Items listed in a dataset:
◆ ◆ ◆ ◆ ◆
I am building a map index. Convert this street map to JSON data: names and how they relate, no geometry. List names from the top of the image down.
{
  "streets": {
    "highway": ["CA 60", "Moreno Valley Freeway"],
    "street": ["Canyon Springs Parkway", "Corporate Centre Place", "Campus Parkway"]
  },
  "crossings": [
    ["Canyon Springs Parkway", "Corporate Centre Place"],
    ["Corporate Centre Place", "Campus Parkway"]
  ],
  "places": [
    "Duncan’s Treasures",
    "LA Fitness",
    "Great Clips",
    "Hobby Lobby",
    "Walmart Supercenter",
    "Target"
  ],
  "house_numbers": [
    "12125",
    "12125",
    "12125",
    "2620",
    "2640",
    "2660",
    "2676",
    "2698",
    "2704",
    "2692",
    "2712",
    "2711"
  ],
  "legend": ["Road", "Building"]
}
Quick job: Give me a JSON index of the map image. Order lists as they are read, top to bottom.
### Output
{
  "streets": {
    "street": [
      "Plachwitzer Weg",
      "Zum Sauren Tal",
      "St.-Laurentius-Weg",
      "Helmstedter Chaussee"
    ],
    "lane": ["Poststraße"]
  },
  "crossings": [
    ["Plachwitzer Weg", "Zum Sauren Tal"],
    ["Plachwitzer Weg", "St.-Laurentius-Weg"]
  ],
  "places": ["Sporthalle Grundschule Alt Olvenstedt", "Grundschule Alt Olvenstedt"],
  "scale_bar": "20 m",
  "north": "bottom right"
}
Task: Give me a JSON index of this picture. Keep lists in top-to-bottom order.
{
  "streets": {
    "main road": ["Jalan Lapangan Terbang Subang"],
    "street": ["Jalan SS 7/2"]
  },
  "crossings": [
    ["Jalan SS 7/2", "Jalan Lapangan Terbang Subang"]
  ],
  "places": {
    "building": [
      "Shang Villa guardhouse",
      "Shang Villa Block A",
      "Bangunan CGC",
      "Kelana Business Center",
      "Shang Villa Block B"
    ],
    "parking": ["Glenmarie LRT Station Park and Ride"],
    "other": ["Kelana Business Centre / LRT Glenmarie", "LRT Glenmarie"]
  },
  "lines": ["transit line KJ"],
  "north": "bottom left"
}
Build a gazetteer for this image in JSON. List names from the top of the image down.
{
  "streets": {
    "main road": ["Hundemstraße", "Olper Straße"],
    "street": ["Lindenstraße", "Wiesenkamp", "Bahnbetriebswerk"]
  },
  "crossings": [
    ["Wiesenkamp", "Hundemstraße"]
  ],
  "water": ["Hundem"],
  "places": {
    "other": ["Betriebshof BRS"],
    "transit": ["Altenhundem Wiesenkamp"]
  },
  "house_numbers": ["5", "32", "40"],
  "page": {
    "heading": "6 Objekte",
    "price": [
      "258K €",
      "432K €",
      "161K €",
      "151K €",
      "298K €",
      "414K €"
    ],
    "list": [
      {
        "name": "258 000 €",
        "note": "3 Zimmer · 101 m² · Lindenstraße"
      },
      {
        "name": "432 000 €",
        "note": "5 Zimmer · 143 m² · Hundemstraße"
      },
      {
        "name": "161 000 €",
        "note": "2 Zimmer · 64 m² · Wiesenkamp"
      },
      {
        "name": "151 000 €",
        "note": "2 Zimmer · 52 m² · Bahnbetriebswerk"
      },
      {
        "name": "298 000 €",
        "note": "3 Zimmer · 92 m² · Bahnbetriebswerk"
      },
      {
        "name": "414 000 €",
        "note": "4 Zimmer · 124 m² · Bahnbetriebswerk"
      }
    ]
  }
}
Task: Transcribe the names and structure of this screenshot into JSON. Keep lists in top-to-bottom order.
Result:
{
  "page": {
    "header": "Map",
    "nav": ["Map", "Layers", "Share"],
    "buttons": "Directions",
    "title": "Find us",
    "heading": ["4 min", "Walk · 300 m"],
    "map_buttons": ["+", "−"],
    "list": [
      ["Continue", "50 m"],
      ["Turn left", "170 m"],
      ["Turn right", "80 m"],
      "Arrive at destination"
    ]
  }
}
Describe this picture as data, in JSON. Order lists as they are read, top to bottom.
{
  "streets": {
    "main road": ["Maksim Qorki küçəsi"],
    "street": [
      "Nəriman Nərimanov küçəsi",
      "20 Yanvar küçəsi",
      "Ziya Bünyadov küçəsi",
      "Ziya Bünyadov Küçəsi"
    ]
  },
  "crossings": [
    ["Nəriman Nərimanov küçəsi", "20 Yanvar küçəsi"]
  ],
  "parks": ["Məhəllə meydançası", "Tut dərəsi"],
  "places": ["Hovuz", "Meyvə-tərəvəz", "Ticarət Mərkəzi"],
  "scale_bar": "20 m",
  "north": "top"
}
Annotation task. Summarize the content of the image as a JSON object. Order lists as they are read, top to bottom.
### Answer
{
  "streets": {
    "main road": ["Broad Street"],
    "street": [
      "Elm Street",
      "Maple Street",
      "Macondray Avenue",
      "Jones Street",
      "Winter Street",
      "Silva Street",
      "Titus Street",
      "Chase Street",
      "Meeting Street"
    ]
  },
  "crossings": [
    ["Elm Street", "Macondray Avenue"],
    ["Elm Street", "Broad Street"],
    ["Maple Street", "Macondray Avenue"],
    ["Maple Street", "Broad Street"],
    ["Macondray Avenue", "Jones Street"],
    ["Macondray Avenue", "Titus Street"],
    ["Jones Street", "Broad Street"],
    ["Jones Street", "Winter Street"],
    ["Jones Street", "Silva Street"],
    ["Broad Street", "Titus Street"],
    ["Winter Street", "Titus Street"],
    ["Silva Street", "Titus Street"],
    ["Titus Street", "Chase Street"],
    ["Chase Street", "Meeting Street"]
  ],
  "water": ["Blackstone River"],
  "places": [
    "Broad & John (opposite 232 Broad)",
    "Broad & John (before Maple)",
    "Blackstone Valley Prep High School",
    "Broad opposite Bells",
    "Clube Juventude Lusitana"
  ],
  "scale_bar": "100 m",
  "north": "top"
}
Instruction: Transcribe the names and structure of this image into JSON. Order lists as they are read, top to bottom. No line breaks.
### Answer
◆ ◆ ◆ ◆ ◆
Work required: Locate the word "into" in the records above, and return each line that has it.

Exercise output:
Task: Transcribe the names and structure of this screenshot into JSON. Keep lists in top-to-bottom order.
Instruction: Transcribe the names and structure of this image into JSON. Order lists as they are read, top to bottom. No line breaks.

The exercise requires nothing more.